SANITÀ. CIRCOLO PD DI PATERNÒ: “RIATTIVARE REPARTI DISMESSI NELL’OSPEDALE DEL TERRITORIO”

Pretendiamo che la Regione utilizzi le risorse a disposizione per riattivare i reparti, oggi dismessi, del presidio ospedaliero di Paternò. Una struttura fondamentale per fornire servizi e cure alla popolazione del territorio”. Lo dice Turi Leonardi, segretario del circolo PD di Paternò.
L’argomento è stato anche al centro dell’incontro del 14 novembre scorso tra il segretario regionale del PD, Anthony Barbargallo, e tutti i segretari dei circoli Dem della Sicilia.
“Vogliamo chiarezza sulle somme di un miliardo e trecento milioni che il governo nazionale ha messo a disposizione per la sanità regionale – spiega Leonardi – di cui solo 30 milioni appena utilizzati”.
Il segretario e deputato regionale Anthony Barbagallo ha depositato all’Ars una interrogazione sull’argomento, indirizzata all’assessore alla Salute, Ruggero Razza.

Il Presidente del Consiglio Filippo Sambataro , medico , ha fatto un’analisi puntuale e analitica della struttura con il numero preciso dei posti attualmente disponibili e di quelli che si possono ricavare .
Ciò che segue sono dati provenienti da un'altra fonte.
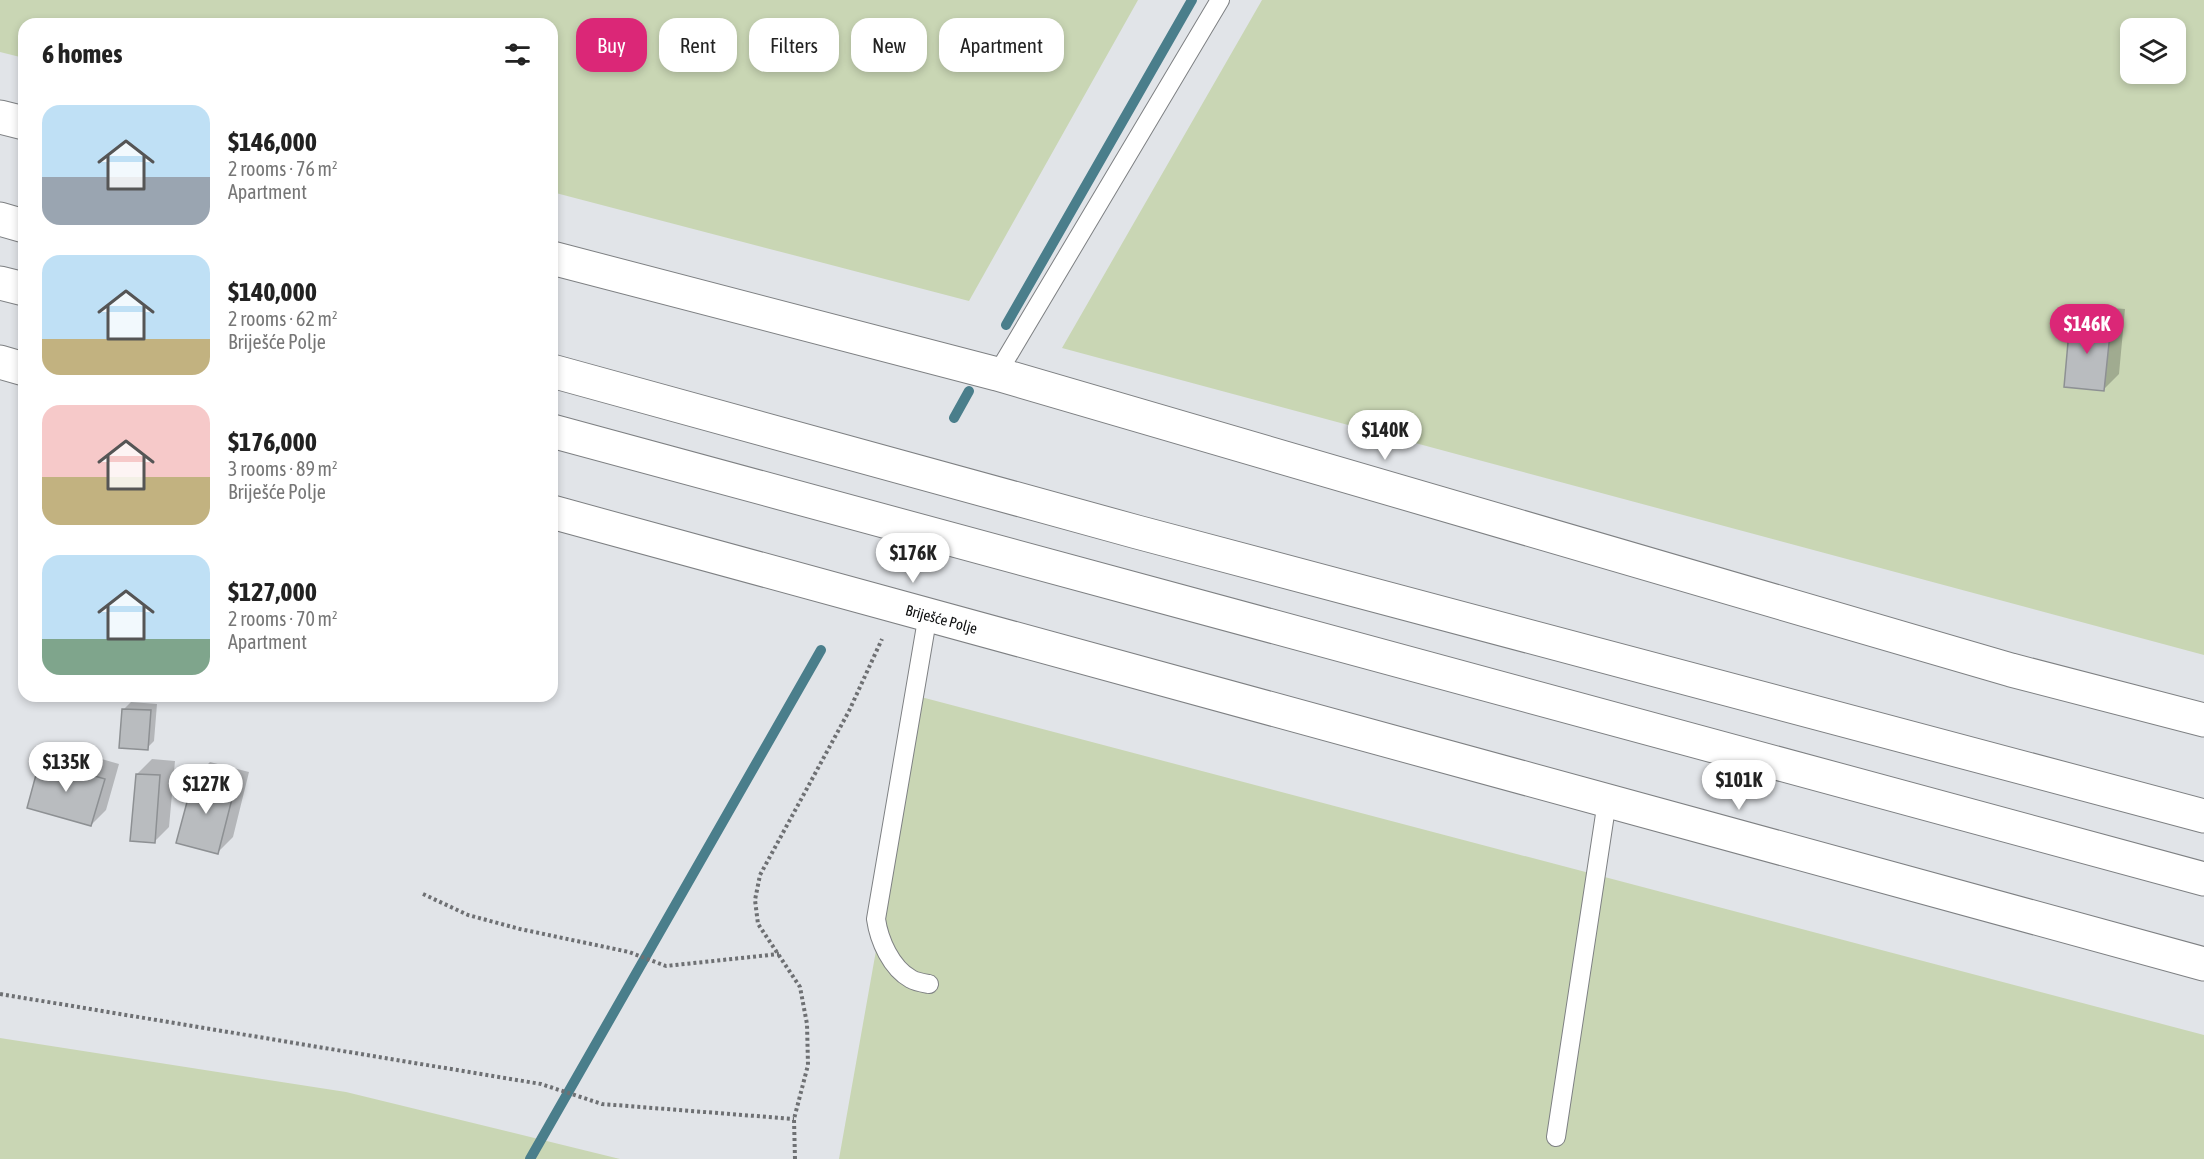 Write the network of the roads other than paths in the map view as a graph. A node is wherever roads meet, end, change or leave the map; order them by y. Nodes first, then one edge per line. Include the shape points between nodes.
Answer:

ASSEMBLEA REGIONALE SICILIANA

XVII LEGISLATURA

INTERROGAZIONE

Ripristino di posti letto temporaneamente dismessi nel P.O. di Paternò

All’Assessore per la salute, premesso che:

a causa dell’impegno di più presidi ospedalieri esclusivamente riservati ai ricoveri COVID, quali i pp.oo. di Acireale e di Biancavilla, si registra nel comprensorio un conseguente iperafflusso presso le altre strutture da parte di pazienti che necessitano di continuità delle cure e di prestazioni programmate;

in particolare il P.O di Paternò, che allo stato attuale consta solamente di 7 pl per la chirurgia, 8 per l’ortopedia, e 14 per la medicina, è rimasto il riferimento per un vasto territorio che va da Biancavilla ad Acireale, con grave disagio per i pazienti che giungono al P.O. di Paternò, di sostare in pronto soccorso in attesa di ricevere le cure di cui necessitano in altri presidi della provincia o molto spesso fuori provincia;

si rende necessario, pertanto, il potenziamento dei posti letto per i ricoveri ordinari che potrebbe essere garantito grazie al ripristino di posti letto temporaneamente dismessi all’interno di strutture già funzionanti e dotate di personale sufficiente;

è il caso dell’ala ovest del corpo principale del P.O. di Paternò, fino a qualche tempo fa occupato dalla medicina e dalla chirurgia per complessivi 40 posti letto;

i citati locali sono stati ‘temporaneamente’ dismessi per rendere possibili i lavori di ristrutturazione e di adeguamento antisismico, non più attuali; si potrebbe ripristinarne l’agibilità, recuperando la funzionalità degli spazi e dell’impiantistica, con un modesto intervento al secondo piano, che ospitava la chirurgia, dal quale si potrebbero ricavare in tempi brevissimi 20 posti letto;

per sapere:

se non ritiene di dover provvedere all’immediato avvio dei lavori di ripristino dell’ala ovest del P.O. di Paternò al fine di aumentare il numero dei posti letto per le cure dei pazienti non affetti da COVID-19 e dare risposte adeguate al fabbisogno del territorio.